═════ Input data ═════
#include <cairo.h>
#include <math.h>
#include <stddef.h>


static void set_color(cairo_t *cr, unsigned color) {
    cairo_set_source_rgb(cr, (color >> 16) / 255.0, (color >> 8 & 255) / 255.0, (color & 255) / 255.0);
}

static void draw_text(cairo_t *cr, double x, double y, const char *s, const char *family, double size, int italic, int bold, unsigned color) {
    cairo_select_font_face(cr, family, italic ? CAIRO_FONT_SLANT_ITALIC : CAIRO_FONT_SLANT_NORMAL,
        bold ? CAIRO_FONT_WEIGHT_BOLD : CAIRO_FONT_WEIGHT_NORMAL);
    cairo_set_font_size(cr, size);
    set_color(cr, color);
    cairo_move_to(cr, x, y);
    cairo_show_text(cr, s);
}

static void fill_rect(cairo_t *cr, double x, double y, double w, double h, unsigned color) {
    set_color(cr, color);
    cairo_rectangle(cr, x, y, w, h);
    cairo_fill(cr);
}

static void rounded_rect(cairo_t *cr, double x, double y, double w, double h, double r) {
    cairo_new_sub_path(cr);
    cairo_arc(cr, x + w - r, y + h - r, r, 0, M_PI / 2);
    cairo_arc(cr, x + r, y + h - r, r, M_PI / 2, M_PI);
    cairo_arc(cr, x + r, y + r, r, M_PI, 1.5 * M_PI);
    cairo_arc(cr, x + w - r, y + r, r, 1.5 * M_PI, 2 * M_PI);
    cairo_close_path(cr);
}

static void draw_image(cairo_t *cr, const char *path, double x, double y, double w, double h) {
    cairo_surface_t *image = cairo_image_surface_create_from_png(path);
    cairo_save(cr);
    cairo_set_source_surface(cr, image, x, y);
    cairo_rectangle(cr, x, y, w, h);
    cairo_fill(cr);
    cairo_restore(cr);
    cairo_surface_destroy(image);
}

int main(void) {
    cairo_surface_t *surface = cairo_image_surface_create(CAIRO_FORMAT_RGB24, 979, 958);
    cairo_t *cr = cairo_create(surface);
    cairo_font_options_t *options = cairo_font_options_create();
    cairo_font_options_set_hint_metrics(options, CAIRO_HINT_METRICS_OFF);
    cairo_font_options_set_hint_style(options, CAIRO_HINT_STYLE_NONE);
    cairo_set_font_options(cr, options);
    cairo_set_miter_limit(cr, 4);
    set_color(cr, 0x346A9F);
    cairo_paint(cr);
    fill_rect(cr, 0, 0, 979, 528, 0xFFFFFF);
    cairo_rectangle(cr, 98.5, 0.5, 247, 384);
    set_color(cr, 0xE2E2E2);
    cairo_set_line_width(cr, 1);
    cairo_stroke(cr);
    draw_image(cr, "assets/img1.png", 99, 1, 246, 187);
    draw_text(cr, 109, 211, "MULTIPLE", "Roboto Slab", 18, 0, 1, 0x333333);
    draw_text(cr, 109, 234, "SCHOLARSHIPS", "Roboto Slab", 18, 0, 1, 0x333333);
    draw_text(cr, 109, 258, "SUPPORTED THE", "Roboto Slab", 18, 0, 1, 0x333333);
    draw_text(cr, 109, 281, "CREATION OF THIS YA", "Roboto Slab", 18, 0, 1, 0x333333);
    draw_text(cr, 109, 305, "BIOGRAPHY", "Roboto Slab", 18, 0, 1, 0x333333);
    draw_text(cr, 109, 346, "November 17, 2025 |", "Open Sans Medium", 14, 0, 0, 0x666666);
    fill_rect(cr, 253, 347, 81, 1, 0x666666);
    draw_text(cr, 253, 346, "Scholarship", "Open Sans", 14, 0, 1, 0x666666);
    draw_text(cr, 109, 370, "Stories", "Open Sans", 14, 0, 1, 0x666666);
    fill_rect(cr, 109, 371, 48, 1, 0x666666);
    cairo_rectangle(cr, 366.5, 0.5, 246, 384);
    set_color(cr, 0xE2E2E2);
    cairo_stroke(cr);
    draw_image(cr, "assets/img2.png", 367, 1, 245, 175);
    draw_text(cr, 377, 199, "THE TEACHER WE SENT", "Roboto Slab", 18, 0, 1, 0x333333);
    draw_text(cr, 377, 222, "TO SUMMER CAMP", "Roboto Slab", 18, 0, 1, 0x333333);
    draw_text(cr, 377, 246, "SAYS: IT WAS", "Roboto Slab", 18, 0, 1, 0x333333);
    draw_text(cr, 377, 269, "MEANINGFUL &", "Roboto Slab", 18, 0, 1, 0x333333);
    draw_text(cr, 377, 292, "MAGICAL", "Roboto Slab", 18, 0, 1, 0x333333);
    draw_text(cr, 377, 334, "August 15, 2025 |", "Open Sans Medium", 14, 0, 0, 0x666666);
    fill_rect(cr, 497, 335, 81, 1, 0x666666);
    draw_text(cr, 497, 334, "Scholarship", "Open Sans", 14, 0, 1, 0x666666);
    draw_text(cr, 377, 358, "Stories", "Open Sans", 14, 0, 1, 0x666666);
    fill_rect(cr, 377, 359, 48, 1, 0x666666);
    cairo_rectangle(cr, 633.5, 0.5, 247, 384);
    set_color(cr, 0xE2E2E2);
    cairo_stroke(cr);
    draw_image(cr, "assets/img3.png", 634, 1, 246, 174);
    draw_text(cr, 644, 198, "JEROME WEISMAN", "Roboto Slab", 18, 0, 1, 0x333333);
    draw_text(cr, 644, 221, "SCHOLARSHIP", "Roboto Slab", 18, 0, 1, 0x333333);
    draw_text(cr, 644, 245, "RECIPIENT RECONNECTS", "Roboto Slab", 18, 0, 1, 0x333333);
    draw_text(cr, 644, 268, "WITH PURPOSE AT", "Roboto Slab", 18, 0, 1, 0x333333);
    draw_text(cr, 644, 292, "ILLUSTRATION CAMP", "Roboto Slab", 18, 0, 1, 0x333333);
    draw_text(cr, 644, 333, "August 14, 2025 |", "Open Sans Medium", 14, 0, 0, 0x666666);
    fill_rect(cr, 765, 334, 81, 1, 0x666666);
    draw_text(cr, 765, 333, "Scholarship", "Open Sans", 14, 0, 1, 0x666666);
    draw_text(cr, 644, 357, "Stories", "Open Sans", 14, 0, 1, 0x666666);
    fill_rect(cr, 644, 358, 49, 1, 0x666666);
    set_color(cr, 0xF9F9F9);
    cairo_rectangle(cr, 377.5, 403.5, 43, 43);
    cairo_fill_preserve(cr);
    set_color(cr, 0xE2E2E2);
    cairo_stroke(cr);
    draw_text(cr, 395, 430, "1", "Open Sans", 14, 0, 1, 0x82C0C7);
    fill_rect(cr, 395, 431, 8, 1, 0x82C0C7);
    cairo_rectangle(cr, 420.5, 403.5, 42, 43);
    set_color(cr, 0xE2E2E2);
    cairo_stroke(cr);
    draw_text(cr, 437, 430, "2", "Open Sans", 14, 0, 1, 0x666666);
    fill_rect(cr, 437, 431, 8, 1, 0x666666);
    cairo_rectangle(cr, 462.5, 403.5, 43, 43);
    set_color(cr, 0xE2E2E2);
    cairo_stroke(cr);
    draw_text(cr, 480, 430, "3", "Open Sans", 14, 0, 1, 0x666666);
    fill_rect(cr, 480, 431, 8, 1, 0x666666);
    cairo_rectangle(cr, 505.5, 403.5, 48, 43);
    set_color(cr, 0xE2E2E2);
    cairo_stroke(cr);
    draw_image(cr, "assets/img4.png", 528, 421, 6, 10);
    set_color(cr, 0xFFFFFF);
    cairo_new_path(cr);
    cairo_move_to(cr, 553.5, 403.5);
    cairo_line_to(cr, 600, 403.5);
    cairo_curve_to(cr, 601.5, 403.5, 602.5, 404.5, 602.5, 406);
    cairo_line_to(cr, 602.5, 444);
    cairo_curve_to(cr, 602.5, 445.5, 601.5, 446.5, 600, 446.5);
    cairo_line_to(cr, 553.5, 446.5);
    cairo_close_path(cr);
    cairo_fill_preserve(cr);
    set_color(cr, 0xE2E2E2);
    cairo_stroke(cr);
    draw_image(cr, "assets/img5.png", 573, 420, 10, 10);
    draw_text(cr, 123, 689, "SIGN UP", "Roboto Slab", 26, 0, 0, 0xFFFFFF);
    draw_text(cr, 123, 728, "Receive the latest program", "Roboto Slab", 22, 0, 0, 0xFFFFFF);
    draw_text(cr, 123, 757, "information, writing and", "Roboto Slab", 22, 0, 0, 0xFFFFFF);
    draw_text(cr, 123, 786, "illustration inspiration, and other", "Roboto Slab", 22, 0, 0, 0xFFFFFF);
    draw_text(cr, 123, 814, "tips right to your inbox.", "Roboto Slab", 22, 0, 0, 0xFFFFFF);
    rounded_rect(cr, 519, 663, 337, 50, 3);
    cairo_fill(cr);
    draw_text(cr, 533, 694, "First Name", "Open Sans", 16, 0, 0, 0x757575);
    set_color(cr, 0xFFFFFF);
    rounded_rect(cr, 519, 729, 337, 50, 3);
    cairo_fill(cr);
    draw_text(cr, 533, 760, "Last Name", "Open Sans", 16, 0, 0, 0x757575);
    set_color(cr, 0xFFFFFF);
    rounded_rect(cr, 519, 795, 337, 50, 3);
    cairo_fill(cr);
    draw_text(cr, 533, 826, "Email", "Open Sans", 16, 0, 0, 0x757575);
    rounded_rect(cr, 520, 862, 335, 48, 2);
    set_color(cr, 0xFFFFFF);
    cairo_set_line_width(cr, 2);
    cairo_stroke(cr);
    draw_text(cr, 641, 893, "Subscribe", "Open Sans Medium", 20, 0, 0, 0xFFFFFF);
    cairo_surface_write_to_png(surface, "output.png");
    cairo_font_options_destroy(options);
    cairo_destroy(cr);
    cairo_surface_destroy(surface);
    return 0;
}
═════
Exactly the lines from the start of the entries through the one bearing "cairo_font_options_t *options = cairo_font_options_create();" are to be output, with both ends included.

#include <cairo.h>
#include <math.h>
#include <stddef.h>


static void set_color(cairo_t *cr, unsigned color) {
    cairo_set_source_rgb(cr, (color >> 16) / 255.0, (color >> 8 & 255) / 255.0, (color & 255) / 255.0);
}

static void draw_text(cairo_t *cr, double x, double y, const char *s, const char *family, double size, int italic, int bold, unsigned color) {
    cairo_select_font_face(cr, family, italic ? CAIRO_FONT_SLANT_ITALIC : CAIRO_FONT_SLANT_NORMAL,
        bold ? CAIRO_FONT_WEIGHT_BOLD : CAIRO_FONT_WEIGHT_NORMAL);
    cairo_set_font_size(cr, size);
    set_color(cr, color);
    cairo_move_to(cr, x, y);
    cairo_show_text(cr, s);
}

static void fill_rect(cairo_t *cr, double x, double y, double w, double h, unsigned color) {
    set_color(cr, color);
    cairo_rectangle(cr, x, y, w, h);
    cairo_fill(cr);
}

static void rounded_rect(cairo_t *cr, double x, double y, double w, double h, double r) {
    cairo_new_sub_path(cr);
    cairo_arc(cr, x + w - r, y + h - r, r, 0, M_PI / 2);
    cairo_arc(cr, x + r, y + h - r, r, M_PI / 2, M_PI);
    cairo_arc(cr, x + r, y + r, r, M_PI, 1.5 * M_PI);
    cairo_arc(cr, x + w - r, y + r, r, 1.5 * M_PI, 2 * M_PI);
    cairo_close_path(cr);
}

static void draw_image(cairo_t *cr, const char *path, double x, double y, double w, double h) {
    cairo_surface_t *image = cairo_image_surface_create_from_png(path);
    cairo_save(cr);
    cairo_set_source_surface(cr, image, x, y);
    cairo_rectangle(cr, x, y, w, h);
    cairo_fill(cr);
    cairo_restore(cr);
    cairo_surface_destroy(image);
}

int main(void) {
    cairo_surface_t *surface = cairo_image_surface_create(CAIRO_FORMAT_RGB24, 979, 958);
    cairo_t *cr = cairo_create(surface);
    cairo_font_options_t *options = cairo_font_options_create();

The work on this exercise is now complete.